Pursuant to Section 178(3) of the Companies Act, 2013 and Clause 49 B (1) of the Listing Agreement, the Nomination and Remuneration Committee is entrusted with the responsibility of formulating criteria for determining qualifications, positive attributes and independence of a Director.
The Independent Director will at least be a graduate. However, more emphasis will be given on experience, expertise, track record and reputation of an Independent Director.
An Independent Director should be able to assist the Board, have a good working relationship with other Board members and contribute to the Board's working relationship with the senior management of the Company. The person should be forward looking, ethical and law abiding.
The candidate shall be evaluated based on the criteria provided under the applicable laws including Companies Act, 2013 read with Rules thereon and the Listing Agreement with the Stock Exchanges.
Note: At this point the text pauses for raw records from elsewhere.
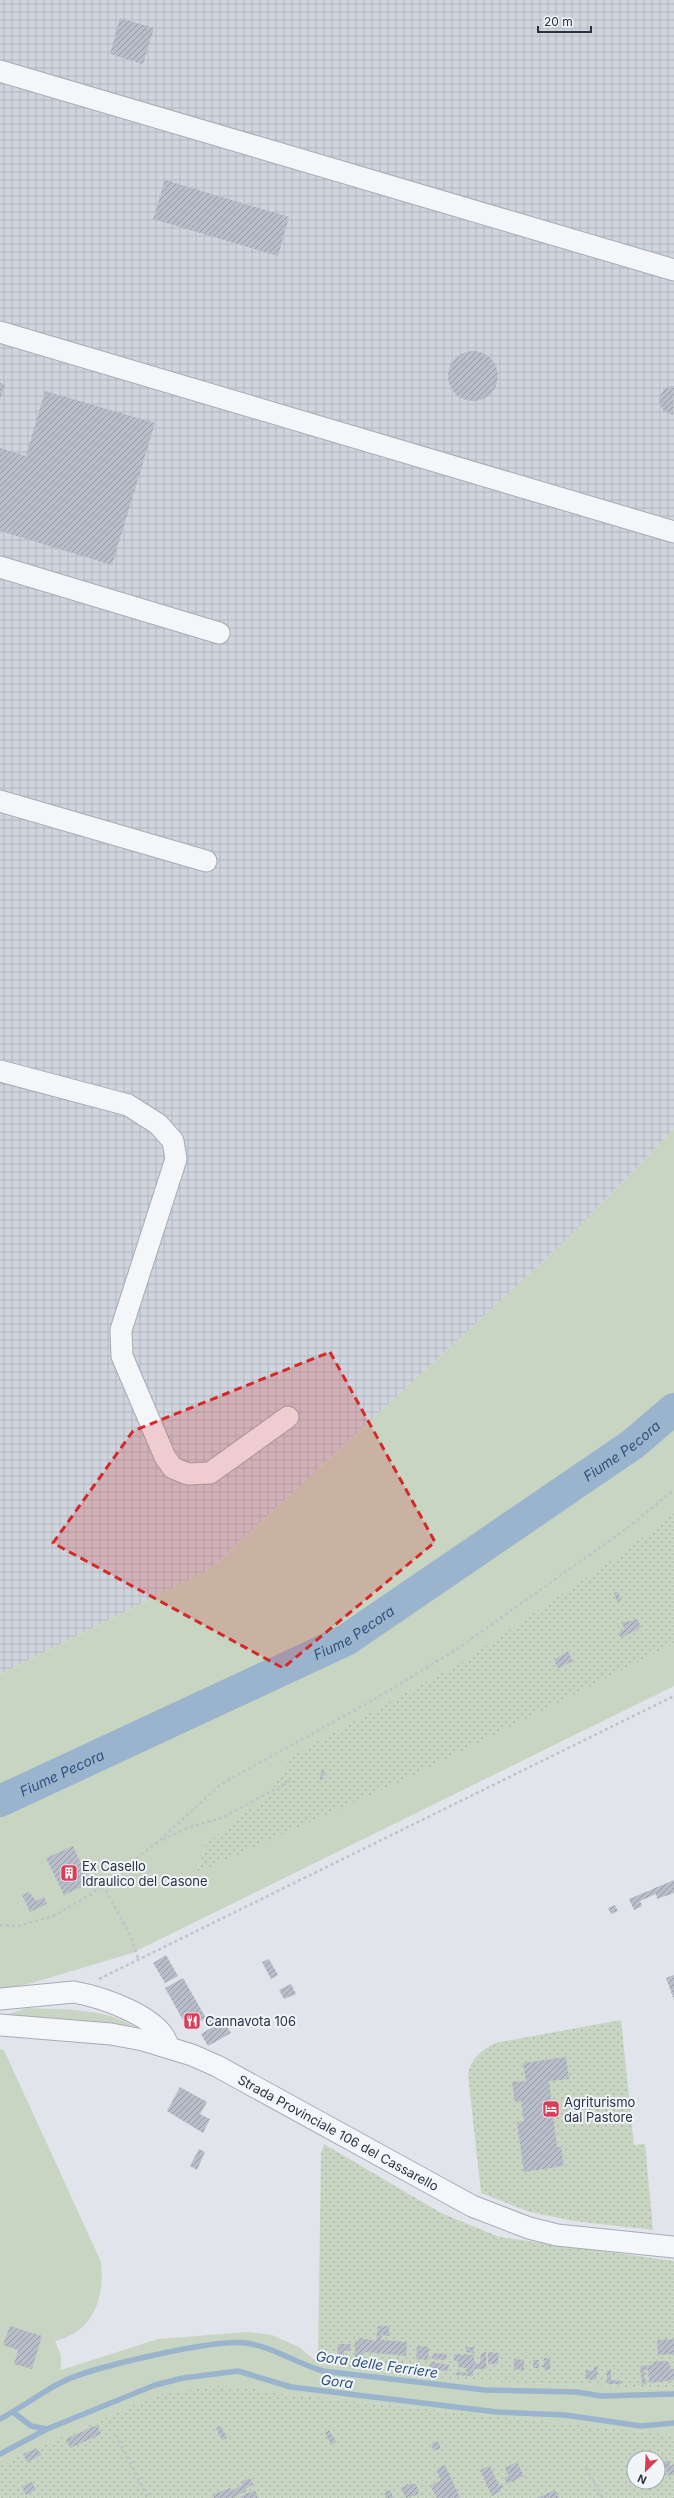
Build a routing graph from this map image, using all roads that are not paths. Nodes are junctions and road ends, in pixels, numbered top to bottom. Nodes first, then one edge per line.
1 (0, 71) edge
2 (674, 270) edge
3 (0, 332) edge
4 (674, 532) edge
5 (0, 567) edge
6 (219, 633) dead end
7 (0, 801) edge
8 (206, 861) dead end
9 (0, 1071) edge
10 (288, 1418) dead end
11 (0, 1999) edge
12 (0, 2025) edge
13 (168, 2047) junction
14 (674, 2247) edge

1 - 2 street
3 - 4 street
5 - 6 street
7 - 8 street
9 - 10 street
11 - 13 street
12 - 13 street, Strada Provinciale 106 del Cassarello
13 - 14 street, Strada Provinciale 106 del Cassarello

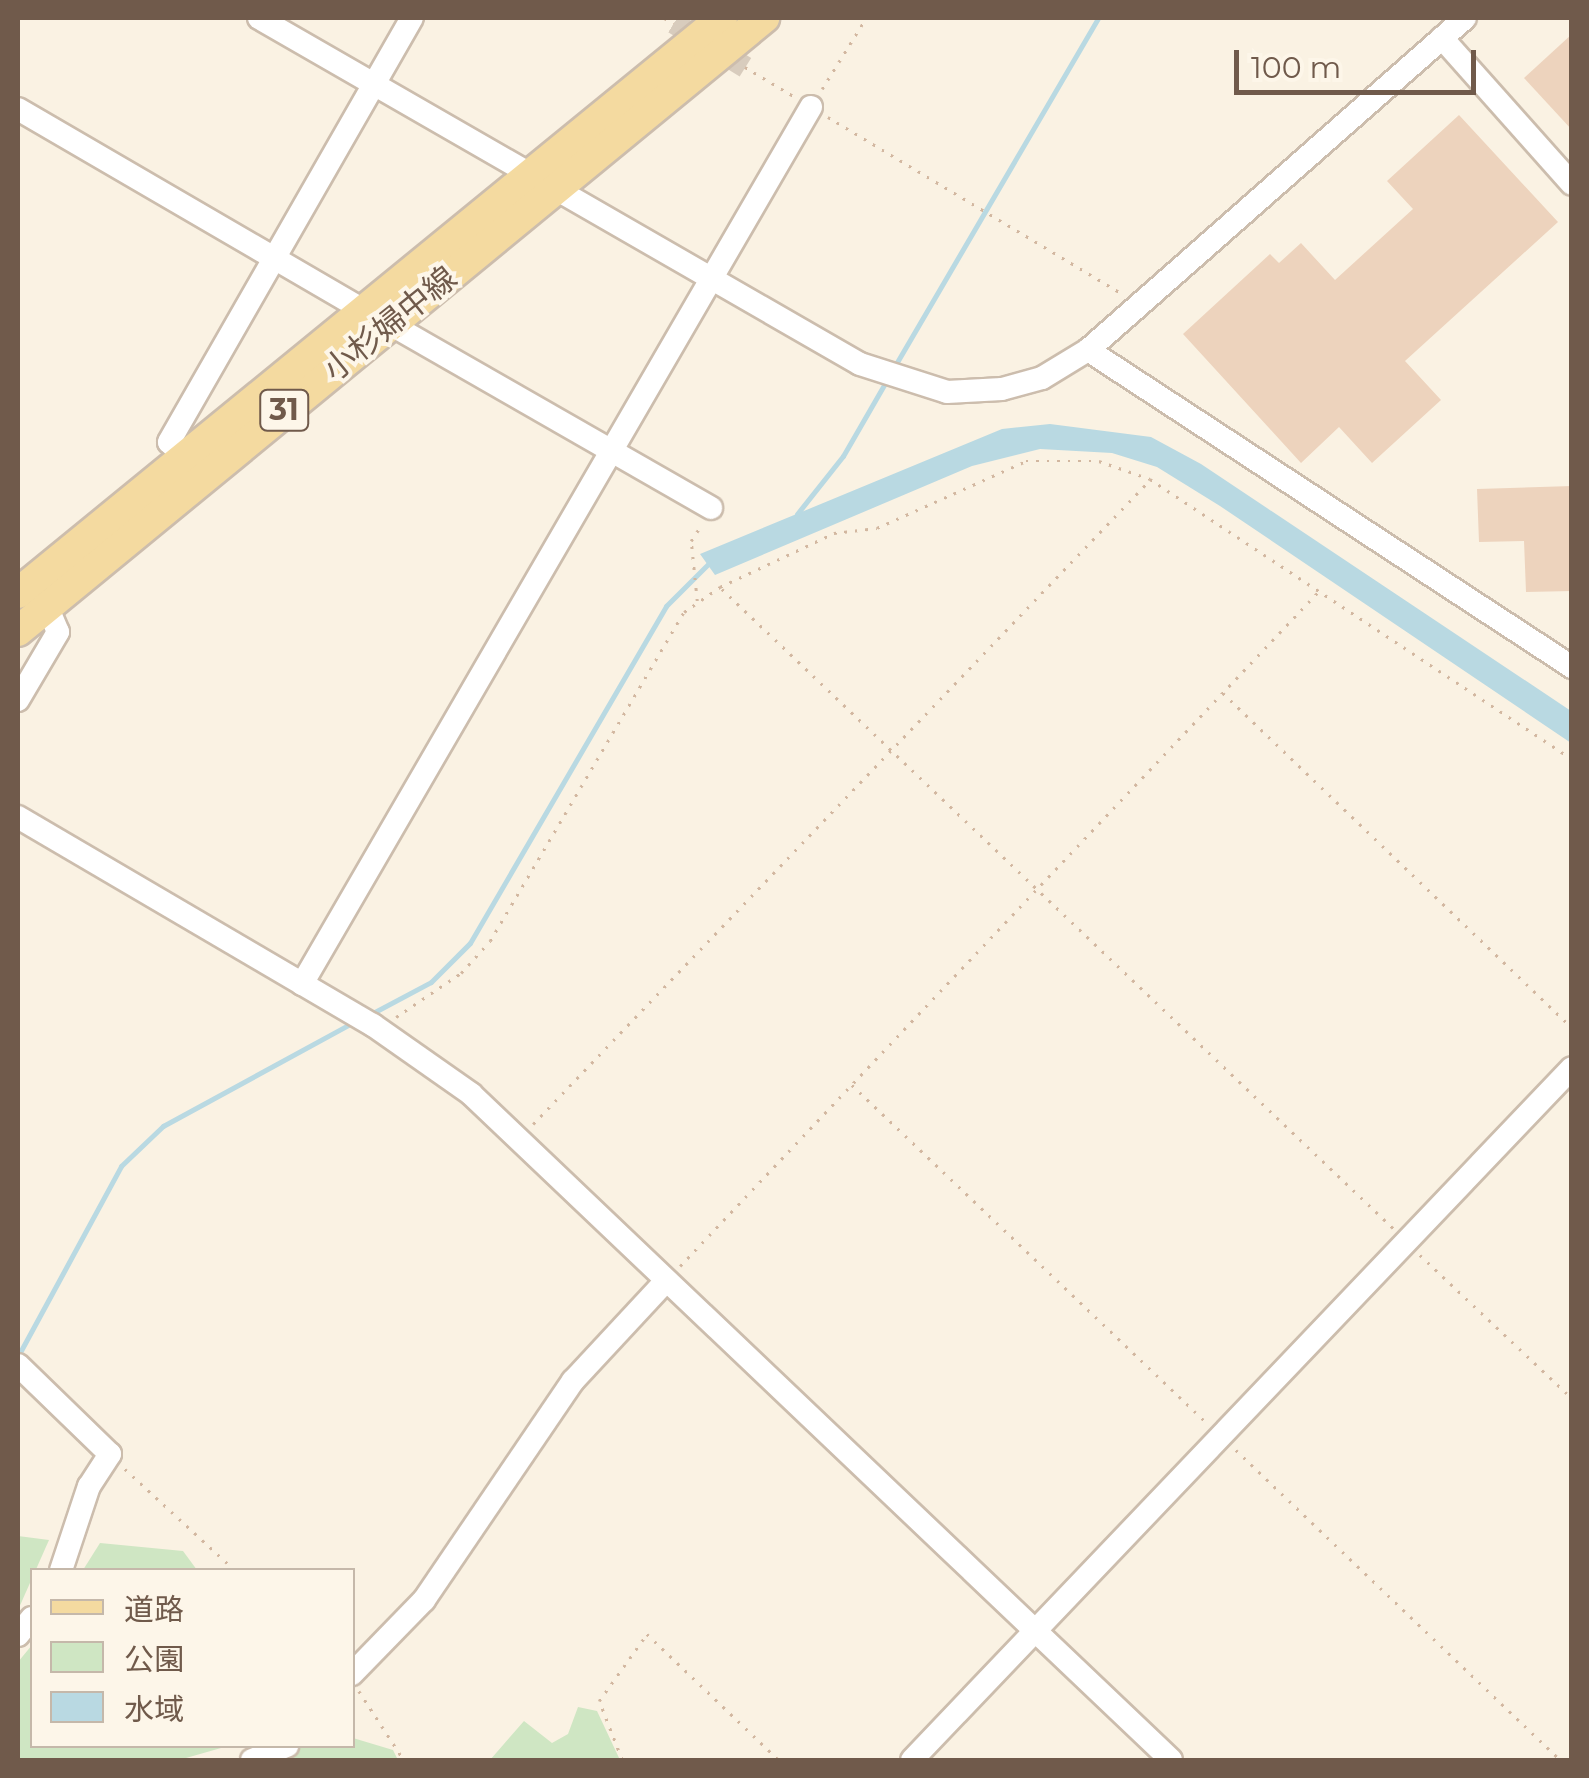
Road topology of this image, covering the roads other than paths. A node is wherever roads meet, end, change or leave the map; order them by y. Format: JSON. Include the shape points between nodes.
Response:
{"nodes":[{"id":1,"x":259,"y":18,"type":"edge"},
{"id":2,"x":412,"y":18,"type":"edge"},
{"id":3,"x":722,"y":18,"type":"edge"},
{"id":4,"x":764,"y":18,"type":"edge"},
{"id":5,"x":1465,"y":18,"type":"edge"},
{"id":6,"x":1442,"y":38,"type":"junction"},
{"id":7,"x":372,"y":84,"type":"junction"},
{"id":8,"x":811,"y":107,"type":"road end"},
{"id":9,"x":18,"y":109,"type":"edge"},
{"id":10,"x":1572,"y":184,"type":"edge"},
{"id":11,"x":541,"y":185,"type":"junction"},
{"id":12,"x":272,"y":257,"type":"junction"},
{"id":13,"x":710,"y":281,"type":"junction"},
{"id":14,"x":377,"y":318,"type":"junction"},
{"id":15,"x":1088,"y":350,"type":"junction"},
{"id":16,"x":611,"y":452,"type":"junction"},
{"id":17,"x":186,"y":458,"type":"junction"},
{"id":18,"x":711,"y":508,"type":"road end"},
{"id":19,"x":18,"y":593,"type":"edge"},
{"id":20,"x":47,"y":606,"type":"junction"},
{"id":21,"x":18,"y":631,"type":"edge"},
{"id":22,"x":1572,"y":667,"type":"edge"},
{"id":23,"x":18,"y":700,"type":"edge"},
{"id":24,"x":18,"y":817,"type":"edge"},
{"id":25,"x":302,"y":984,"type":"junction"},
{"id":26,"x":1572,"y":1068,"type":"edge"},
{"id":27,"x":666,"y":1282,"type":"junction"},
{"id":28,"x":18,"y":1365,"type":"edge"},
{"id":29,"x":62,"y":1568,"type":"edge"},
{"id":30,"x":1035,"y":1630,"type":"junction"},
{"id":31,"x":355,"y":1675,"type":"edge"},
{"id":32,"x":282,"y":1748,"type":"edge"},
{"id":33,"x":252,"y":1760,"type":"edge"},
{"id":34,"x":912,"y":1760,"type":"edge"},
{"id":35,"x":1170,"y":1760,"type":"edge"}],
"edges":[{"from":1,"to":7,"type":"street"},
{"from":2,"to":7,"type":"street"},
{"from":3,"to":11,"type":"main road","name":"小杉婦中線","number":"31"},
{"from":4,"to":11,"type":"main road","name":"小杉婦中線","number":"31"},
{"from":5,"to":6,"type":"street"},
{"from":6,"to":10,"type":"street"},
{"from":6,"to":15,"type":"street"},
{"from":7,"to":11,"type":"street"},
{"from":7,"to":12,"type":"street"},
{"from":8,"to":13,"type":"street"},
{"from":9,"to":12,"type":"street"},
{"from":11,"to":13,"type":"street"},
{"from":11,"to":14,"type":"main road","name":"小杉婦中線","number":"31"},
{"from":12,"to":14,"type":"street"},
{"from":12,"to":17,"type":"street","via":[[169,442]]},
{"from":13,"to":15,"type":"street","via":[[860,364],[947,392],[1002,389],[1042,378]]},
{"from":13,"to":16,"type":"street"},
{"from":14,"to":16,"type":"street"},
{"from":14,"to":17,"type":"main road","name":"小杉婦中線","number":"31"},
{"from":14,"to":20,"type":"main road","name":"小杉婦中線","number":"31"},
{"from":15,"to":22,"type":"street"},
{"from":16,"to":18,"type":"street"},
{"from":16,"to":25,"type":"street"},
{"from":17,"to":19,"type":"main road","name":"小杉婦中線","number":"31"},
{"from":20,"to":21,"type":"main road","name":"小杉婦中線","number":"31"},
{"from":20,"to":23,"type":"street","via":[[58,632]]},
{"from":24,"to":25,"type":"street"},
{"from":25,"to":27,"type":"street","via":[[471,1094]]},
{"from":26,"to":30,"type":"street"},
{"from":27,"to":30,"type":"street"},
{"from":27,"to":31,"type":"street","via":[[573,1381],[424,1600]]},
{"from":28,"to":29,"type":"street","via":[[110,1454],[89,1486]]},
{"from":30,"to":34,"type":"street"},
{"from":30,"to":35,"type":"street"},
{"from":32,"to":33,"type":"street"}]}
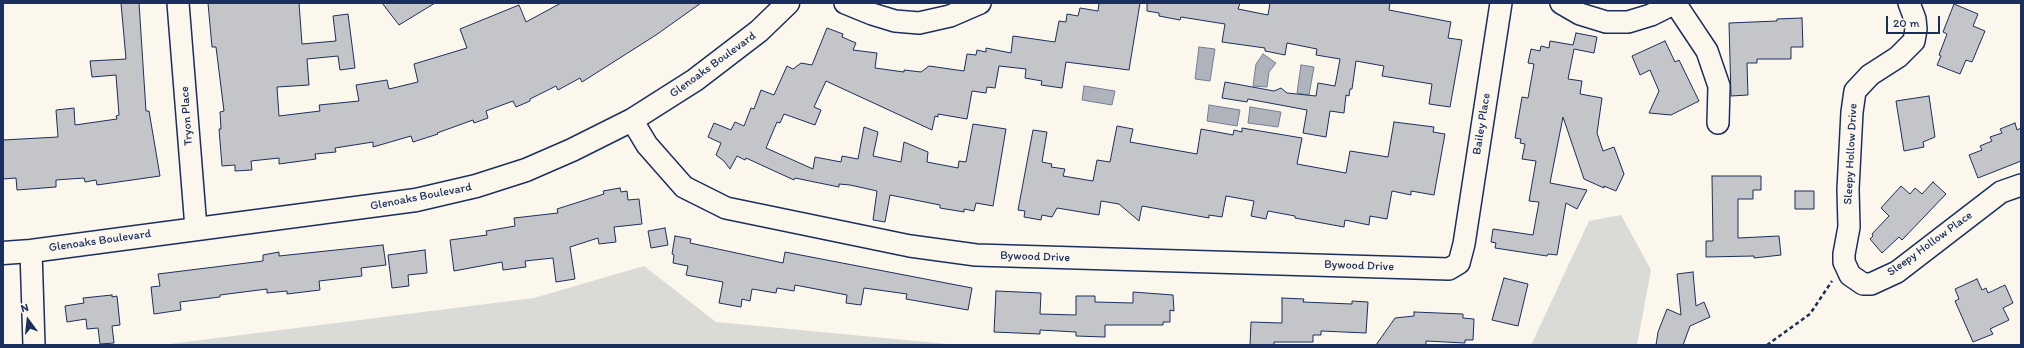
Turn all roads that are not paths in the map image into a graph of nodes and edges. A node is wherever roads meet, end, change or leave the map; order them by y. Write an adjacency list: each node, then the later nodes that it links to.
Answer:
1 (178, 3): 12 (street, Tryon Place)
2 (788, 3): 9 (street, Glenoaks Boulevard)
3 (845, 3): 4 (street)
4 (980, 3)
5 (1500, 3): 13 (street, Bailey Place)
6 (1561, 3): 7 (street)
7 (1675, 3): 10 (street)
8 (1909, 3): 16 (street, Sleepy Hollow Drive)
9 (632, 120): 12 (street, Glenoaks Boulevard); 13 (street, Bywood Drive)
10 (1718, 123)
11 (2021, 185): 16 (street, Sleepy Hollow Place)
12 (196, 228): 14 (street, Glenoaks Boulevard)
13 (1464, 244)
14 (31, 251): 15 (street, Glenoaks Boulevard); 17 (street)
15 (3, 253)
16 (1844, 262)
17 (34, 345)

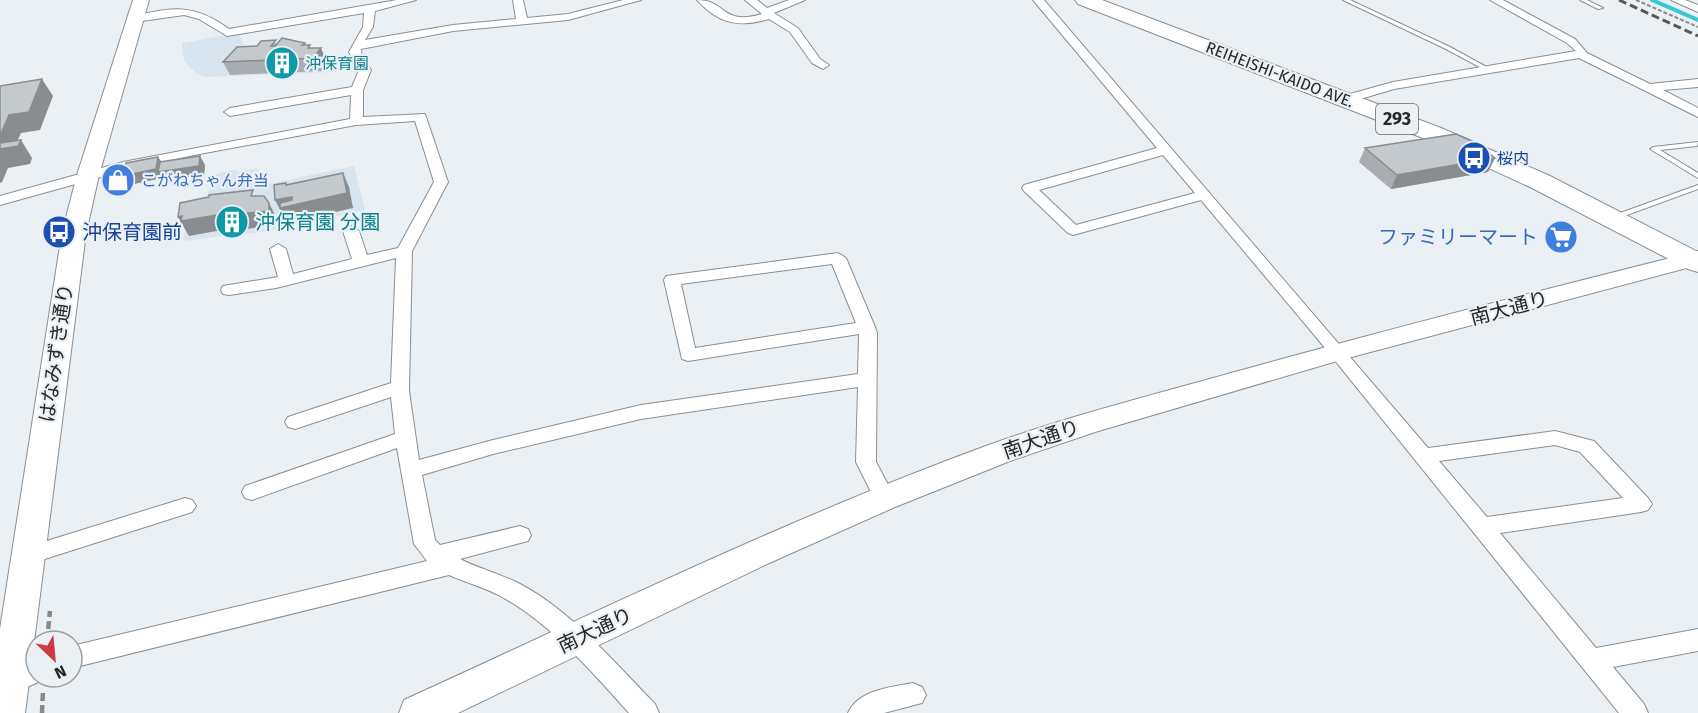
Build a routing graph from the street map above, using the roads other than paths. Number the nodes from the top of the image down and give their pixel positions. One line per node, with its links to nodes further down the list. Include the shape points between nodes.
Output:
1 (411, 0): 16 (street)
2 (518, 0): 19 (street)
3 (636, 0): 13 (street)
4 (702, 0): 18 (street, via 731,22)
5 (750, 0): 18 (street)
6 (800, 0): 18 (street, via 774,8)
7 (1038, 0): 32 (street)
8 (1085, 0): 27 (highway, REIHEISHI-KAIDO AVE. / 293)
9 (1346, 0): 23 (lane)
10 (1495, 0): 21 (street, via 1571,41)
11 (1583, 0): 14 (lane)
12 (1676, 0): 17 (street)
13 (608, 3): 19 (street, via 568,16)
14 (1600, 8)
15 (138, 9): 16 (street, via 189,10 227,33); 33 (street, はなみずき通り)
16 (370, 9): 20 (street, via 368,27 358,41)
17 (1698, 9)
18 (769, 14): 22 (street, via 794,30)
19 (522, 21): 20 (street)
20 (362, 43): 26 (street, via 354,50 365,70)
21 (1581, 54): 23 (street); 25 (street)
22 (823, 65)
23 (1489, 70): 27 (street, via 1393,86)
24 (1698, 83): 25 (street)
25 (1649, 88): 29 (street)
26 (357, 90): 28 (street); 30 (street)
27 (1347, 99): 38 (highway, REIHEISHI-KAIDO AVE. / 293, via 1486,157)
28 (230, 112)
29 (1698, 113)
30 (356, 121): 33 (street); 41 (street, via 420,117 441,182)
31 (1697, 144): 34 (lane, via 1653,149)
32 (1165, 150): 36 (street); 36 (street, via 1029,188 1073,230)
33 (88, 176): 37 (street); 59 (street, はなみずき通り, via 74,233)
34 (1698, 176)
35 (1698, 187): 38 (lane)
36 (1204, 195): 47 (street)
37 (0, 201)
38 (1611, 218): 42 (highway, REIHEISHI-KAIDO AVE. / 293)
39 (351, 231): 43 (street)
40 (279, 249): 44 (street)
41 (404, 251): 43 (street); 49 (street)
42 (1696, 260): 47 (street, 南大通り)
43 (361, 262): 44 (street)
44 (287, 280): 45 (street)
45 (229, 290)
46 (866, 327): 46 (street, via 837,258 672,280 688,355); 48 (street)
47 (1338, 352): 52 (street); 55 (street, 南大通り, via 1086,424)
48 (867, 379): 53 (street, via 641,412); 55 (street, via 866,462)
49 (400, 387): 50 (street); 51 (street)
50 (295, 422)
51 (405, 438): 53 (street); 54 (street)
52 (1422, 456): 57 (street); 57 (street, via 1555,438 1587,447 1641,504)
53 (411, 470): 60 (street, via 425,544)
54 (252, 492)
55 (884, 498): 61 (street, 南大通り)
56 (185, 506): 59 (street)
57 (1481, 527): 64 (street)
58 (520, 536): 60 (street)
59 (28, 555): 66 (street, はなみずき通り)
60 (442, 561): 61 (street, via 523,597); 63 (street)
61 (573, 640): 69 (street, 南大通り); 70 (street)
62 (1697, 641): 64 (street)
63 (84, 654)
64 (1592, 660): 72 (street)
65 (24, 681): 66 (street)
66 (11, 682): 68 (street, はなみずき通り)
67 (913, 695): 71 (street, via 881,701)
68 (6, 713)
69 (418, 713)
70 (646, 713)
71 (861, 713)
72 (1635, 713)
In addition to applying these guidelines, the Board will consider all relevant facts and circumstances in making its determination relative to a Director's independence.
The Company shall not enter into any contract or arrangement with a Related Party without the approval of the Audit Committee.
1. Annual Review
The director's independence for the independent director will be determined by the Board on an annual basis upon the declarations made by such Directors as per the provisions of the Companies Act, 2013 read with Rules thereon and the Listing Agreement.
2. Notice of Change of Independent Status
Each Director has an affirmative obligation to inform the Board of any change in circumstances that may put his or her independence at issue.